THE PROBLEM -
Each line below that carries the string "הירקון" must appear in the answer.
═════ DATA FOR ANALYSIS ═════
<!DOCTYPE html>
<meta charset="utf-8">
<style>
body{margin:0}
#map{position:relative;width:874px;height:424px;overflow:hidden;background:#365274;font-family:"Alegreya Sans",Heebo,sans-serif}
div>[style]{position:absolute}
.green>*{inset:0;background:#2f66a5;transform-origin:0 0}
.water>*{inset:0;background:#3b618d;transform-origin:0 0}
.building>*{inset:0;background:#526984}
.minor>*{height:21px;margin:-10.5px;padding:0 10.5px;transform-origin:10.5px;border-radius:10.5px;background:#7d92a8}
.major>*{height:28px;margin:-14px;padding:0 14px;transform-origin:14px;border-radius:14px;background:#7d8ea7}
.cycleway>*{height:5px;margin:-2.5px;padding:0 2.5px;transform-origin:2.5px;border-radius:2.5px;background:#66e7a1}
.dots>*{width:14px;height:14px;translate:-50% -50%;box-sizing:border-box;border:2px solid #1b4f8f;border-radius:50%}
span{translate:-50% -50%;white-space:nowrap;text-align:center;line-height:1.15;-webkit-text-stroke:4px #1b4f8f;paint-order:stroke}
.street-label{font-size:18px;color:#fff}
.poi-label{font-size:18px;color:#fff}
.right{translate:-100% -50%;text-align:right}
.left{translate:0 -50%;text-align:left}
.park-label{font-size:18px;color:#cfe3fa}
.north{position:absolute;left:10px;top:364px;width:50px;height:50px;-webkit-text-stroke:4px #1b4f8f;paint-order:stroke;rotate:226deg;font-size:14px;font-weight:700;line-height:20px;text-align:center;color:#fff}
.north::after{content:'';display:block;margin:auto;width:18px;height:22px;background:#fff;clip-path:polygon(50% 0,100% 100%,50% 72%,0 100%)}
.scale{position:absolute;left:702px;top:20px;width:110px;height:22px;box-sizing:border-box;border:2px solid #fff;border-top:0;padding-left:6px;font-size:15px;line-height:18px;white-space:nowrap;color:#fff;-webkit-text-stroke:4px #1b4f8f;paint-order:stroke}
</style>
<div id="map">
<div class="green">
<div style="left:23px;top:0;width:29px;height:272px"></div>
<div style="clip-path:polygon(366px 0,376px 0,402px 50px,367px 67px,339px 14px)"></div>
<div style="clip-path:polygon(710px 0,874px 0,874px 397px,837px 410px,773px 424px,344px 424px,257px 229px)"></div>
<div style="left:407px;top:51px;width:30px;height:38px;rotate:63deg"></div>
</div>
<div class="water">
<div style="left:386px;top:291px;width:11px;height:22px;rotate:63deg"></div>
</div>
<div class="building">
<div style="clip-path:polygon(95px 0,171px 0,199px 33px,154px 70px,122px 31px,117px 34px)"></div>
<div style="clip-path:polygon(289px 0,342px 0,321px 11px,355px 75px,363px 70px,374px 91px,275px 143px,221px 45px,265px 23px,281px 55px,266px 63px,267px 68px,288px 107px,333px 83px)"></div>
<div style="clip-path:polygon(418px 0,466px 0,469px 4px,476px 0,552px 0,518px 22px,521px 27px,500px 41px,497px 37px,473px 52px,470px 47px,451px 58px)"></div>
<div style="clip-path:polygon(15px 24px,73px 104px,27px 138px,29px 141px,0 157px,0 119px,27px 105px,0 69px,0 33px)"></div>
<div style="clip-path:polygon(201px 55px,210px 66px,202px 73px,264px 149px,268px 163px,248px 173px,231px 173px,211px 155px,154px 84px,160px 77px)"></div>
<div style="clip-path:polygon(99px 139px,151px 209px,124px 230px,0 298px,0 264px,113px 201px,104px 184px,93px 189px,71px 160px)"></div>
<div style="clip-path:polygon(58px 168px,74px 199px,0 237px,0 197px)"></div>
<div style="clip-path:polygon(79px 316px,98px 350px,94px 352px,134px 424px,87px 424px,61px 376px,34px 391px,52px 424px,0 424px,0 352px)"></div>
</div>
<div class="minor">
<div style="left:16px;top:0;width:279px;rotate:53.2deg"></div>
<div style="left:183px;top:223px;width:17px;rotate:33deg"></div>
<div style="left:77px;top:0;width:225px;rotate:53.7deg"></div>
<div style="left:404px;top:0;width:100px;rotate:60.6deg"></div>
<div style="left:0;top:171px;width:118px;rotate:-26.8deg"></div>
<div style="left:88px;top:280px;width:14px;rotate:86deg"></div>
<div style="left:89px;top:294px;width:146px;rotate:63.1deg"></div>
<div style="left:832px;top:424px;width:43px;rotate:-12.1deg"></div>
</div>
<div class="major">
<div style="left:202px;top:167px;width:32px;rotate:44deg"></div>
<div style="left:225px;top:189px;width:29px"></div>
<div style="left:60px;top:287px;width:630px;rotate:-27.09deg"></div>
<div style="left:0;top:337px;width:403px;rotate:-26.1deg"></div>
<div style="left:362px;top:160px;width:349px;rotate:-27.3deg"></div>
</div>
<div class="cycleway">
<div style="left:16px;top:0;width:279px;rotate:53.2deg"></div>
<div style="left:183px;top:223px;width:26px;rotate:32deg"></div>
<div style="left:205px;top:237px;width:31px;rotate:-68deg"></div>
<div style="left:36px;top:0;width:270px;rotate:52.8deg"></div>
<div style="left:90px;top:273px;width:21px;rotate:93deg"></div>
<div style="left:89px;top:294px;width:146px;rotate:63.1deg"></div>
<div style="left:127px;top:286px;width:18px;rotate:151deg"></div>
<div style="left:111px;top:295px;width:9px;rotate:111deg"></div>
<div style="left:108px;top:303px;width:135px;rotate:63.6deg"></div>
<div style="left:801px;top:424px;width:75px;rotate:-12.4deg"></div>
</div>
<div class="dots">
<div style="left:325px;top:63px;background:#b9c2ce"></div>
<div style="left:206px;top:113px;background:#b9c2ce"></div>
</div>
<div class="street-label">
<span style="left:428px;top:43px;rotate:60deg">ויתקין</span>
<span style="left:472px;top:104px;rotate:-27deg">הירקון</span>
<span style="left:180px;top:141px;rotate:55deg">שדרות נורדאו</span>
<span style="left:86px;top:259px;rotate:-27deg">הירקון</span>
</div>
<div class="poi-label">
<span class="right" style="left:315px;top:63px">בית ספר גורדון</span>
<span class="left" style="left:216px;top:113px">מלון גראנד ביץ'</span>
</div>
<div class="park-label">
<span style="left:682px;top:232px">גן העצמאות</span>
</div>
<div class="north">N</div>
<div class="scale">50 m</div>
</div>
═════
TASK RESPONSE -
<span style="left:472px;top:104px;rotate:-27deg">הירקון</span>
<span style="left:86px;top:259px;rotate:-27deg">הירקון</span>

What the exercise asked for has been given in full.